Re:Music? (Score:5, Insightful)
Re:Doesn't seem all that impressive (Score:4, Insightful)
I heard garbled CDs, nothing more then garbled CDs. I see it being useful to create random distortions which in turn can be converted into software to achieve the same effect, and one day perhaps you can get something to sound neet and weird, but that seems to be the only redeeming value to these experiments.
I would be more interested to hear the effect on your standard issue sin waves rather then "this is not a love song". Atleast that way I can actually have some measure of understanding of the actual effect.
The loosest possible sense indeed... (Score:3, Insightful)
An artist, DJ or otherwise, is a person who through talent and skill creates deliberate and specific sensory effects that stimulate the audience in interesting ways.
What we have here is neither art not science, and the article sounds like something from April 1st. Allow me to translate the text again:
A bus driver and part-time juggler in Milton Keynes whose research is in the area of communication through flaming torches, serendipitously created an 'golden pussycat' when he spilled beer on his shirt and left it over night. The resulting fungus that formed distorted the shape of the shirt in interesting and meaningful ways. Here's some of his research, and some t-shirt samples which include opinions of psychotics of the distorted garments."
"Interesting and meaningful" to whom exactly?
NIN makes it worthwhile (Score:3, Insightful)
Maybe we can get him to spill other beverages and mixed drinks onto CDs and record the results.
A government grant should also be in the works.
BIOCOMPUTING != Scratching disks!!! (Score:2, Insightful)

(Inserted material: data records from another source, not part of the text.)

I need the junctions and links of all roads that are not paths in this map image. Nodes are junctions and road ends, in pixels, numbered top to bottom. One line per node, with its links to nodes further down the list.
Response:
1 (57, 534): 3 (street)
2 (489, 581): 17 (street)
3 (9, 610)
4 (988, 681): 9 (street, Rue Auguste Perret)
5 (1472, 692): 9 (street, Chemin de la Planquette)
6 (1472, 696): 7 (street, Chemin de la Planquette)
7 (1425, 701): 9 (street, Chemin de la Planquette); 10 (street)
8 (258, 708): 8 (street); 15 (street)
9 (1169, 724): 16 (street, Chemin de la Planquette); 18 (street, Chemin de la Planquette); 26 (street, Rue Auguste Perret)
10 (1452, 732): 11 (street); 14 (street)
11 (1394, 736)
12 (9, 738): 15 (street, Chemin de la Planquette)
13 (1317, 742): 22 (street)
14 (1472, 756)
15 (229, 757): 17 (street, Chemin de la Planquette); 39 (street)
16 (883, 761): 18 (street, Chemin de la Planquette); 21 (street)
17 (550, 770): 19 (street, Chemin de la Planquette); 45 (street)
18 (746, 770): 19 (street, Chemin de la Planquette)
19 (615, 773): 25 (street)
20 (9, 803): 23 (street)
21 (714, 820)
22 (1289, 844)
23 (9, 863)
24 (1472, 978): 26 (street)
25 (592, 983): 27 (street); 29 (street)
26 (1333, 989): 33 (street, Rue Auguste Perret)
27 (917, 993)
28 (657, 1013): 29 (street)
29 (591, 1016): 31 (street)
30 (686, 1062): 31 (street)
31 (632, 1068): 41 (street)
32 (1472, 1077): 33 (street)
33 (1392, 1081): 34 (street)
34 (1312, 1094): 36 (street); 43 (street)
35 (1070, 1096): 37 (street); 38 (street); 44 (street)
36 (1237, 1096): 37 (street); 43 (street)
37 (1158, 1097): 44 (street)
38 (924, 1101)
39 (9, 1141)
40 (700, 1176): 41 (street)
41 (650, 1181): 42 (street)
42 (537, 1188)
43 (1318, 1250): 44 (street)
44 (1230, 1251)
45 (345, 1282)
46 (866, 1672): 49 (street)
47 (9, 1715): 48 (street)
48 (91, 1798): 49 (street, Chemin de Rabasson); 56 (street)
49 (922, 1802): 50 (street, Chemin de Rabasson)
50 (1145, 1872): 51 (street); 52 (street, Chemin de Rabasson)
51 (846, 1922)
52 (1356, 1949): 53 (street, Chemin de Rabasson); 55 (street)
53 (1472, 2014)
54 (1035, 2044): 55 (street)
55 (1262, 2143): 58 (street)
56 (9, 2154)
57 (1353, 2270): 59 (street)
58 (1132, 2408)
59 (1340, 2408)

If the guy tried something on a vinyl it should be much more interesting because the sound is not digitally treated and is perfectly sequential...
Yes... but the result of course would be a low frequency filter and a destruction of the pickup!!!
Really non interesting research. IMHO.
I'd like to try letting a cellular automata on a WAV file and to see what I can get from this. THIS would be science.
Re:Music? (Score:3, Insightful)
you may have heard of thomas brinkmann, who frequently uses the sounds from slices cut into vinyl records in his music. as far as i know, no-one has tried to really manipulate the actual cd media to find what sounds it makes because merely scratching up the surface doesn't produce much.
now here is a method of modifying cd's without making them unplayable. let's see what can be done with this before we reject it entirely.
Undo copy protection with beer? (Score:3, Insightful)
If so, will the fungus be sued under the DMCA?
Re:Doesn't seem all that impressive (Score:3, Insightful)
For instance I've found no documented research on the effect of various alcohols on programmer efficiency. Call For Papers anyone??